About this exercise |
Search term "Wild": please copy every line of the records below that contains it.

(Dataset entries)
----------

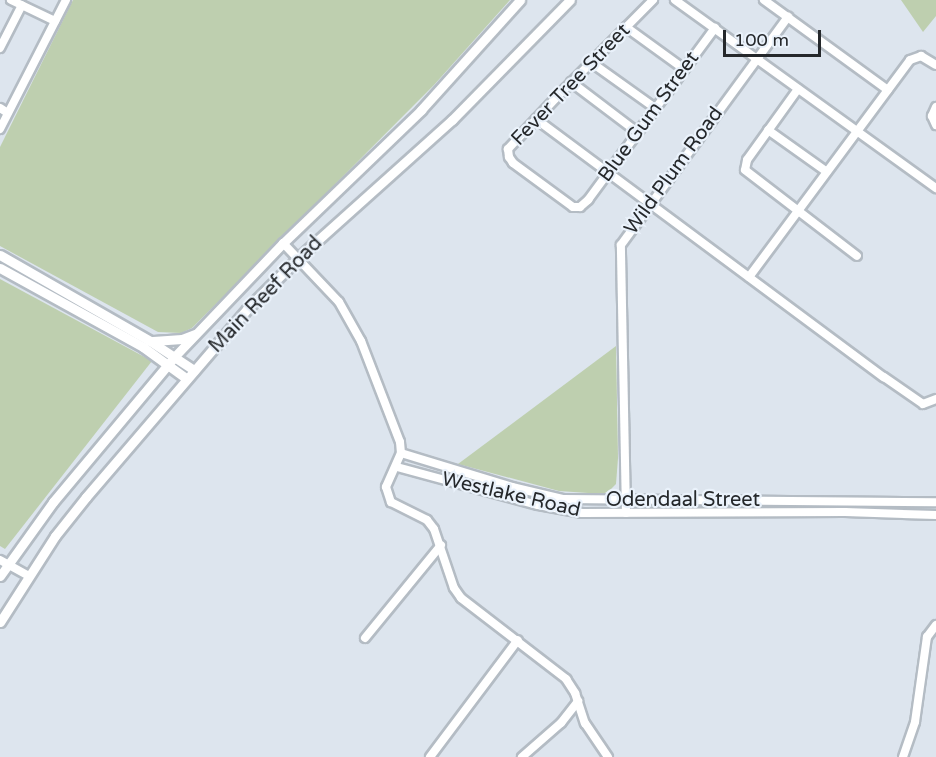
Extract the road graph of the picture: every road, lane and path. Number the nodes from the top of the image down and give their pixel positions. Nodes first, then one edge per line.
1 (11, 0) edge
2 (66, 0) edge
3 (520, 0) edge
4 (570, 0) edge
5 (654, 0) edge
6 (675, 0) edge
7 (764, 0) edge
8 (22, 6) junction
9 (788, 17) junction
10 (55, 21) junction
11 (626, 27) junction
12 (715, 28) junction
13 (0, 48) edge
14 (756, 60) junction
15 (592, 63) junction
16 (936, 65) edge
17 (684, 69) junction
18 (571, 82) junction
19 (798, 89) junction
20 (888, 90) junction
21 (936, 107) edge
22 (0, 108) edge
23 (654, 108) junction
24 (8, 113) junction
25 (536, 118) junction
26 (936, 125) edge
27 (0, 129) edge
28 (768, 130) junction
29 (637, 132) junction
30 (857, 132) junction
31 (608, 172) junction
32 (827, 172) junction
33 (936, 188) edge
34 (650, 203) junction
35 (584, 205) joint
36 (798, 213) junction
37 (283, 243) junction
38 (0, 255) edge
39 (857, 256) dead end
40 (298, 258) junction
41 (0, 268) edge
42 (749, 277) junction
43 (196, 334) junction
44 (150, 341) junction
45 (175, 356) junction
46 (167, 365) junction
47 (194, 370) junction
48 (187, 379) junction
49 (936, 399) edge
50 (401, 453) junction
51 (396, 467) junction
52 (626, 501) junction
53 (936, 502) edge
54 (626, 513) junction
55 (936, 515) edge
56 (441, 545) junction
57 (4, 562) edge
58 (0, 576) edge
59 (29, 576) junction
60 (0, 622) edge
61 (936, 625) edge
62 (365, 638) dead end
63 (518, 640) junction
64 (578, 701) junction
65 (430, 757) edge
66 (522, 757) edge
67 (608, 757) edge
68 (903, 757) edge

1 - 8 street
2 - 10 street
3 - 37 main road, Main Reef Road
4 - 40 main road, Main Reef Road
5 - 11 street, Fever Tree Street
6 - 12 street
7 - 9 street
8 - 10 street
8 - 13 street
9 - 14 street, Wild Plum Road
9 - 20 street
10 - 24 street
11 - 15 street, Fever Tree Street
11 - 17 street
12 - 14 street
12 - 17 street, Blue Gum Street
14 - 19 street
14 - 34 street, Wild Plum Road
15 - 18 street, Fever Tree Street
15 - 23 street
16 - 20 street
17 - 23 street, Blue Gum Street
18 - 25 street, Fever Tree Street
18 - 29 street
19 - 28 street
19 - 30 street
20 - 30 street
21 - 26 street
22 - 24 street
23 - 29 street, Blue Gum Street
24 - 27 street
25 - 31 street
25 - 35 street, Fever Tree Street
28 - 32 street
28 - 36 street
29 - 31 street, Blue Gum Street
30 - 32 street
30 - 33 street
31 - 34 street
31 - 35 street, Blue Gum Street
32 - 36 street
34 - 42 street
34 - 52 street, Wild Plum Road
36 - 39 street
36 - 42 street
37 - 40 street
37 - 43 main road, Main Reef Road
38 - 44 main road
40 - 47 main road, Main Reef Road
40 - 50 street
41 - 46 main road
42 - 49 street
43 - 44 main road
43 - 45 main road, Main Reef Road
44 - 45 main road
45 - 46 main road, Main Reef Road
45 - 47 main road
46 - 48 main road
46 - 57 main road, Main Reef Road
47 - 48 main road, Main Reef Road
48 - 59 main road, Main Reef Road
50 - 51 street
50 - 52 street, Odendaal Street
51 - 54 street, Westlake Road
51 - 56 street
52 - 53 street, Odendaal Street
52 - 54 street, Wild Plum Road
54 - 55 street, Odendaal Street
56 - 62 street
56 - 63 street
57 - 58 main road, Main Reef Road
57 - 59 street
59 - 60 main road, Main Reef Road
61 - 68 street
63 - 64 street
63 - 65 street
64 - 66 street
64 - 67 street

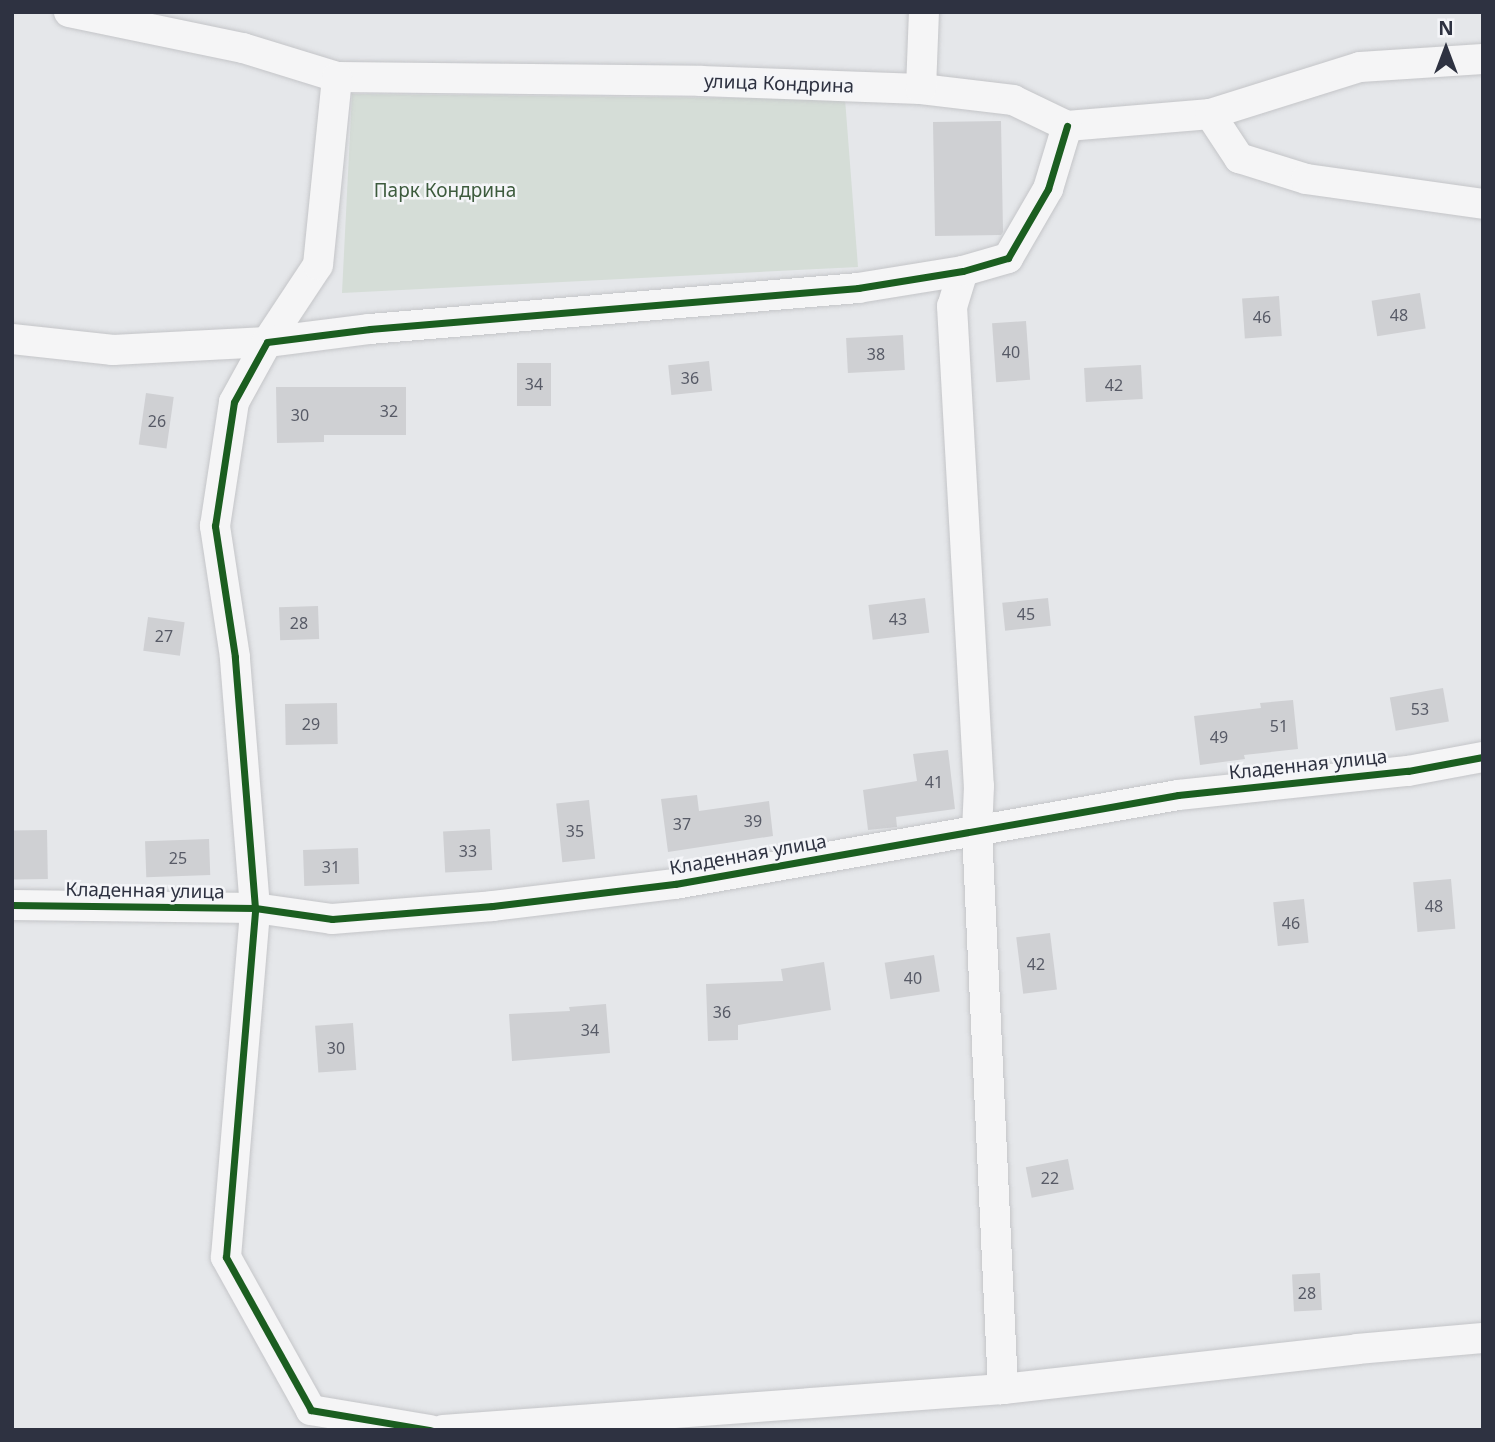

----------

Solved exercise |
9 - 14 street, Wild Plum Road
14 - 34 street, Wild Plum Road
34 - 52 street, Wild Plum Road
52 - 54 street, Wild Plum Road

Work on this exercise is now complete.